またの朝に、内裏の御使ひ、朝霧も晴れぬに参れり。うちやすみ過ぐして、見ずなりにけり。今日ぞ初めて削いたてまつらせたまふ。ことさらに行幸の後とて。

 また、その日、宮の家司、別当、おもと人など、職定まりけり。かねても聞かで、ねたきこと多かり。


※内裏の御使ひ、朝霧も晴れぬに参れり;後朝の文を届けた。男女の逢瀬の翌朝、男が女に文を贈る風習があり、その時間は早ければ早いほど、男の愛情が濃いとされていた。

※今日ぞ初めて削いたてまつらせたまふ。ことさらに行幸の後とて。:行幸時には、帝(若宮の実父)に対して、髪を削がない、生まれてからそのままの若宮の姿を見せるべき、という配慮とされている。

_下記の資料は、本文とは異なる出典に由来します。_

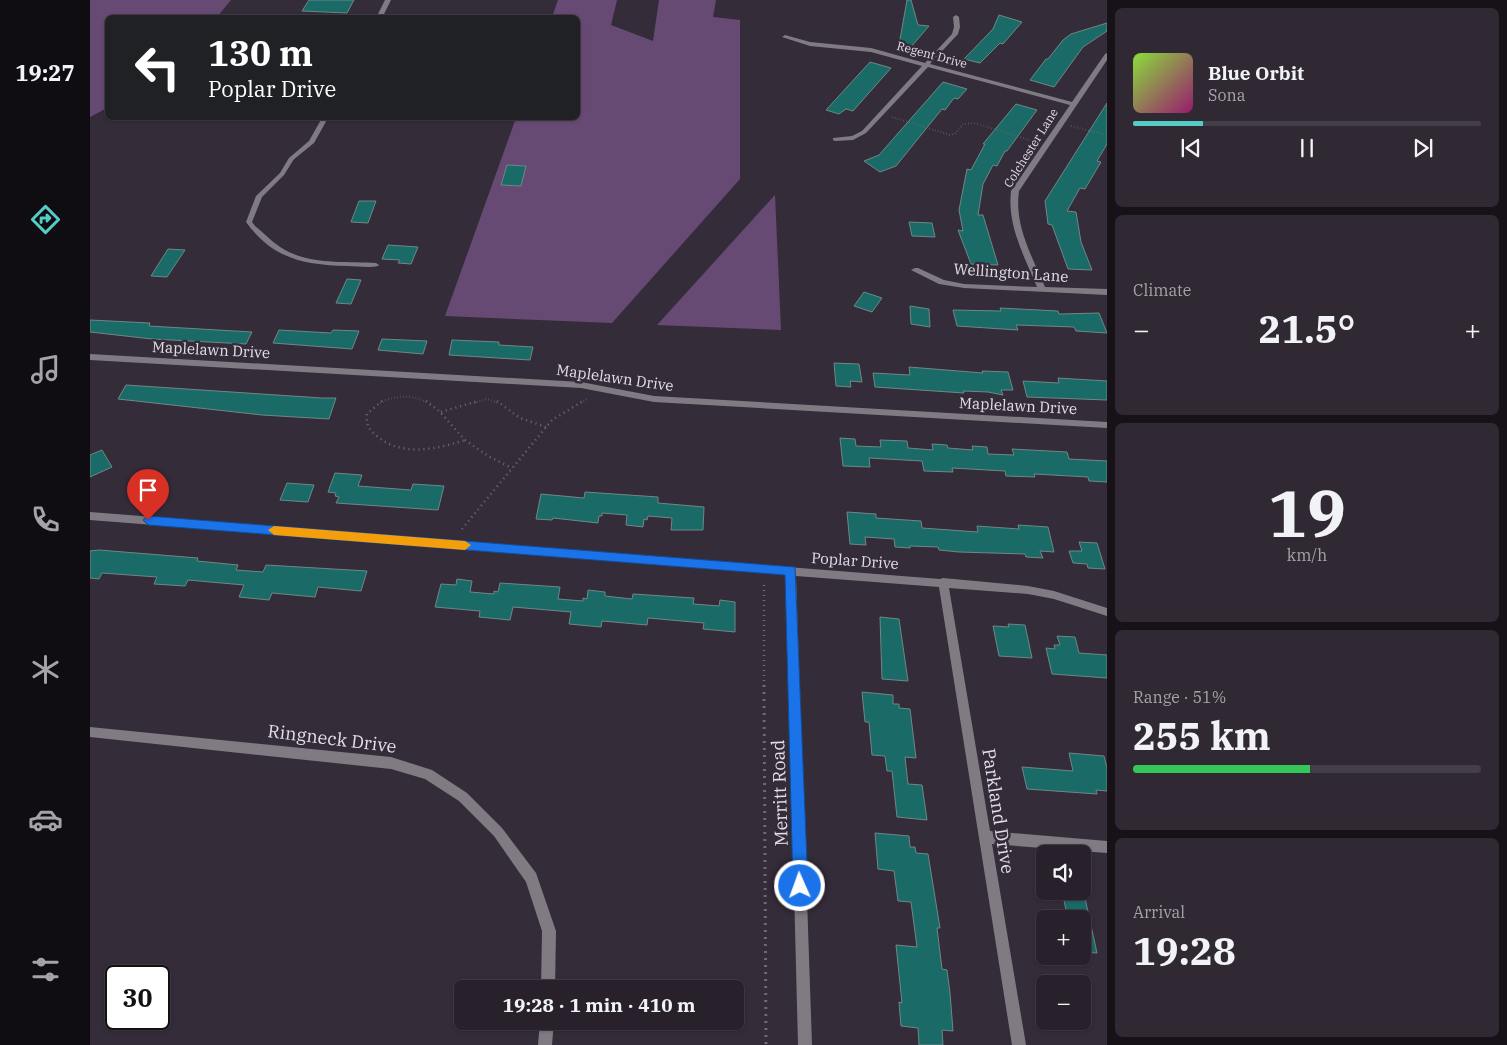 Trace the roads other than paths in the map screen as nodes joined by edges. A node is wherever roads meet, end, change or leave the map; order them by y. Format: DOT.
graph roads {
  1 [pos="388,0"];
  2 [pos="380,15"];
  3 [pos="956,16"];
  4 [pos="785,37"];
  5 [pos="1107,54"];
  6 [pos="926,65"];
  7 [pos="1072,104"];
  8 [pos="324,120"];
  9 [pos="835,139"];
  10 [pos="291,159"];
  11 [pos="376,266"];
  12 [pos="915,270"];
  13 [pos="1042,290"];
  14 [pos="1107,292"];
  15 [pos="90,357"];
  16 [pos="1107,425"];
  17 [pos="90,516"];
  18 [pos="791,571"];
  19 [pos="943,582"];
  20 [pos="1107,612"];
  21 [pos="90,732"];
  22 [pos="985,837"];
  23 [pos="1107,846"];
  24 [pos="548,980"];
  25 [pos="546,1030"];
  26 [pos="545,1045"];
  27 [pos="805,1045"];
  28 [pos="1019,1045"];
  1 -- 2 [label="street"];
  3 -- 6 [label="street"];
  4 -- 6 [label="street, Regent Drive"];
  5 -- 7 [label="street, Colchester Lane"];
  6 -- 7 [label="street, Regent Drive"];
  6 -- 9 [label="street"];
  7 -- 13 [label="street, Colchester Lane"];
  8 -- 10 [label="street"];
  10 -- 11 [label="lane"];
  12 -- 13 [label="street, Wellington Lane"];
  13 -- 14 [label="street, Wellington Lane"];
  15 -- 16 [label="street, Maplelawn Drive"];
  17 -- 18 [label="street, Poplar Drive"];
  18 -- 19 [label="street, Poplar Drive"];
  18 -- 27 [label="street, Merritt Road"];
  19 -- 20 [label="street, Poplar Drive"];
  19 -- 22 [label="street, Parkland Drive"];
  21 -- 24 [label="street, Ringneck Drive"];
  22 -- 23 [label="street"];
  22 -- 28 [label="street, Parkland Drive"];
  25 -- 26 [label="street"];
}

※宮の家司、別当、おもと人など、職定まりけり:親王家付きの役人。


行幸の翌朝に、内裏からの勅使が、朝霧も晴れない時間に到着された。

私は、あろうことか寝過ごしてしまい、その様子を見ることができなかった。

今日は、若宮の御髪の毛を、初めてお削ぎさし上げになります。

特に行幸の後にするべき、ということであらかじめ決まっていたことです。

また、当日、若宮の家司、別当、おもと人などの職員が決定となった。

あらかじめ聞いていたわけではないので、何となく不愉快に感じることが多い。


紫式部は、今回の親王家人事について、全く情報もなく部外者だった。

自身の関係者の登用も、全くない。

ただ、自身も実家も「ほのかな期待」があったらしい。

だから、「かねても聞かで、ねたきこと多かり」になる。

「これでは実家に顔向けができない」「そんな軽い立場なのか、私は」

そんな残念と落胆なのだろう。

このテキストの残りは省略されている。